(Stored data)
______________________________
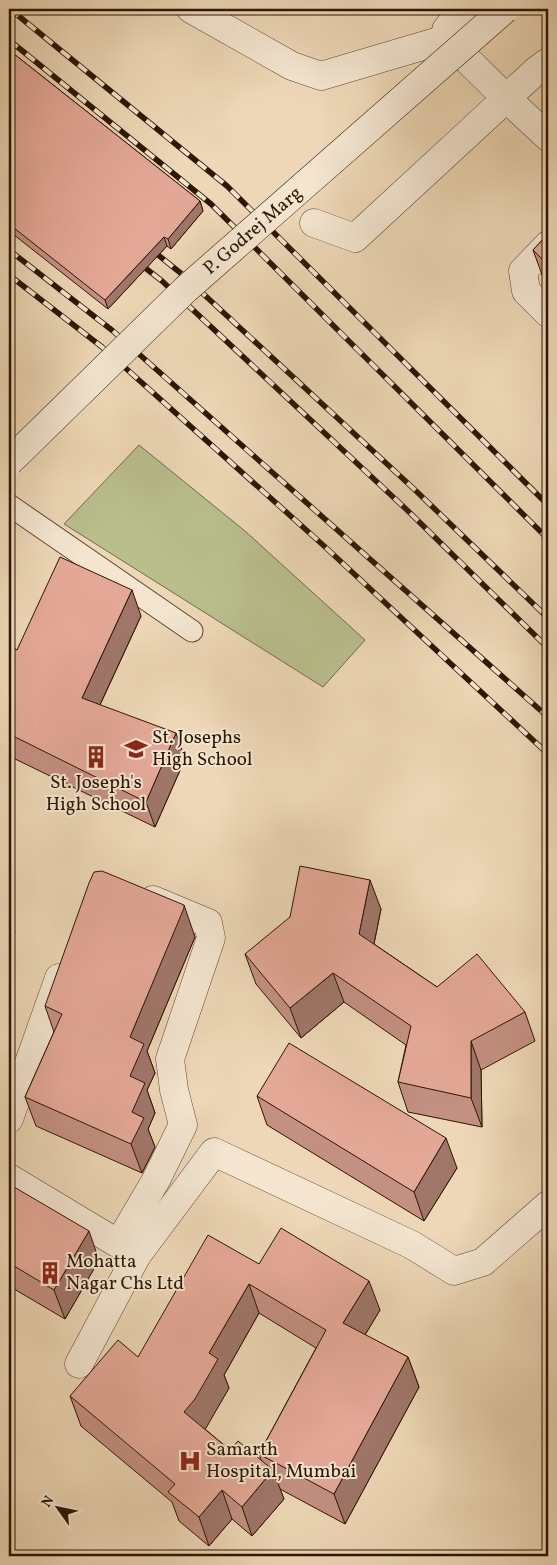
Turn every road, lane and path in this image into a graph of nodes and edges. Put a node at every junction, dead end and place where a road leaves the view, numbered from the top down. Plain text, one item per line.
1 (191, 9) edge
2 (469, 9) edge
3 (505, 9) edge
4 (446, 39) junction
5 (548, 62) edge
6 (506, 98) junction
7 (548, 137) edge
8 (314, 223) dead end
9 (548, 245) edge
10 (548, 313) edge
11 (9, 462) edge
12 (9, 505) edge
13 (192, 631) dead end
14 (132, 891) edge
15 (69, 952) edge
16 (9, 1119) edge
17 (9, 1178) edge
18 (548, 1205) edge
19 (128, 1249) junction
20 (79, 1364) dead end

1 - 4 street
2 - 4 street
3 - 11 street, P. Godrej Marg, bridge
4 - 6 street
5 - 6 street
6 - 7 street
6 - 8 street
9 - 10 street
12 - 13 lane
14 - 19 street
15 - 16 street
17 - 19 street
18 - 19 street
19 - 20 street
______________________________
*Instructions for the task*
Please output every entry above exactly, without the pictures.

*Exercise answer*
Turn every road, lane and path in this image into a graph of nodes and edges. Put a node at every junction, dead end and place where a road leaves the view, numbered from the top down. Plain text, one item per line.
1 (191, 9) edge
2 (469, 9) edge
3 (505, 9) edge
4 (446, 39) junction
5 (548, 62) edge
6 (506, 98) junction
7 (548, 137) edge
8 (314, 223) dead end
9 (548, 245) edge
10 (548, 313) edge
11 (9, 462) edge
12 (9, 505) edge
13 (192, 631) dead end
14 (132, 891) edge
15 (69, 952) edge
16 (9, 1119) edge
17 (9, 1178) edge
18 (548, 1205) edge
19 (128, 1249) junction
20 (79, 1364) dead end

1 - 4 street
2 - 4 street
3 - 11 street, P. Godrej Marg, bridge
4 - 6 street
5 - 6 street
6 - 7 street
6 - 8 street
9 - 10 street
12 - 13 lane
14 - 19 street
15 - 16 street
17 - 19 street
18 - 19 street
19 - 20 street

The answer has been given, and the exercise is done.